Future Challenges in the Treatment of Vulnerable Plaques
With the concept of 'vulnerable' plaque not nearly as straightforward as once thought, there are challenges to creating a local interventional approach for asymptomatic vulnerable plaques. First, there must be an ability to identify vulnerable plaque with non-invasive or invasive techniques. It has been demonstrated that coronary plaque composition can be predicted via VH-IVUS, allowing realtime analysis and in vivo plaque characterisation, but clear identification of TCFA is not yet possible and, moreover, the severity of the inflammatory infiltration of the cap, which certainly plays a major role in plaque disruption, can not be evaluated as yet.
A second challenge is that a lesion-specific local intervention requires that the number of vulnerable plaques in each patient needs to be known and the number of such lesions needs to be limited. That is not the case, however. Several pathological studies indicate the presence of multiple 'lipid-rich' vulnerable plaques in patients dying after ACS or with sudden coronary death. Furthermore, multiple complex plaques have been widely reported, in both culprit and non-culprit arteries, including up to 79% of patients referred for PCI after ACS. Further complicating the issue is the fact that coronary occlusion and MI usually evolve from mild to moderate stenosis - 68% of the time, according to different angiographic studies.
The third and fourth challenge to a lesion-specific, local interventional approach to vulnerable plaques is that the natural history of vulnerable plaque (with respect to incidence of acute events) has to be documented in patients treated with patient-specific systemic therapy; and the approach has to be proven to significantly reduce the incidence of future events relative to its natural history. At this time, neither is documented/proved.
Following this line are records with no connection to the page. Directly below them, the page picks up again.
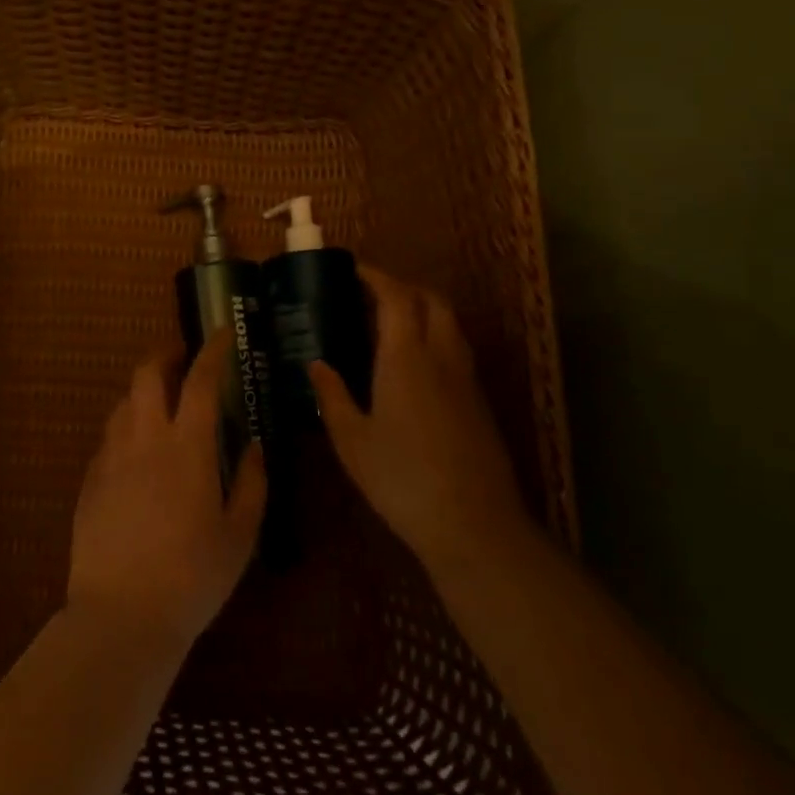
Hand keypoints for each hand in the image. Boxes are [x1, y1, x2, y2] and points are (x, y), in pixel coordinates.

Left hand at [66, 335, 266, 645]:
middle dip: (165, 353)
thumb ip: (251, 483)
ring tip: (162, 405)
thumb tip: (254, 446)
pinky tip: (139, 452)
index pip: (200, 380)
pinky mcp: (90, 480)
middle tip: (183, 356)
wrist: (121, 616)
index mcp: (186, 447)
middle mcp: (143, 439)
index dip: (212, 350)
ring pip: (123, 402)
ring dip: (144, 391)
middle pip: (147, 374)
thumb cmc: (193, 577)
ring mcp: (110, 457)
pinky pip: (109, 436)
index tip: (221, 334)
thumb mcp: (239, 535)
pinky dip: (127, 427)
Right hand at [309, 265, 530, 573]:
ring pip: (450, 324)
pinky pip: (457, 350)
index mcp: (406, 358)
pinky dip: (435, 338)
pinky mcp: (479, 403)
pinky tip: (413, 366)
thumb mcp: (351, 441)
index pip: (396, 298)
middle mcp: (441, 357)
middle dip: (403, 287)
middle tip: (370, 295)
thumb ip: (332, 396)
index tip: (353, 269)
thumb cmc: (401, 479)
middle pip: (432, 301)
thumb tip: (316, 364)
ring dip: (423, 310)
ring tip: (390, 324)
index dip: (376, 277)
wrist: (474, 524)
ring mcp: (466, 380)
Fifth, the authors believe that at the current stage it is not possible to know which vulnerable plaques will never rupture. Although it is suspected to be the vast majority of them, a more appropriate target for local therapy might have to be selected. In this setting, asymptomatic healed ruptured plaques might be more appropriate as these are the immediate precursors to AMI. In addition, targeting not only the vulnerable plaque but also the vulnerable blood (prone to thrombosis) and/or vulnerable myocardium (prone to life-threatening arrhythmia) may be also important to reduce the risk of fatal events.
Because we now recognise atherosclerosis as a diffuse, multisystem disease, it is essential to assess total patient vulnerability and not just search for a single, unstable coronary plaque. Future efforts may identify plaques that are on a trajectory of evolution towards a vulnerable state, and help target interventions to those plaques most likely to develop plaque disruption and related complications. Similarly, there may be a time when factors that protect plaques from becoming vulnerable will be identified. Until then, the authors go in search of the vulnerable patients in their practice who, with optimal systemic and local care, may end up with far fewer vulnerable plaques to worry about. By the means of imaging modalities like VH-IVUS we have just started this exciting journey, but 'the way to Tipperary' is still a long way to go.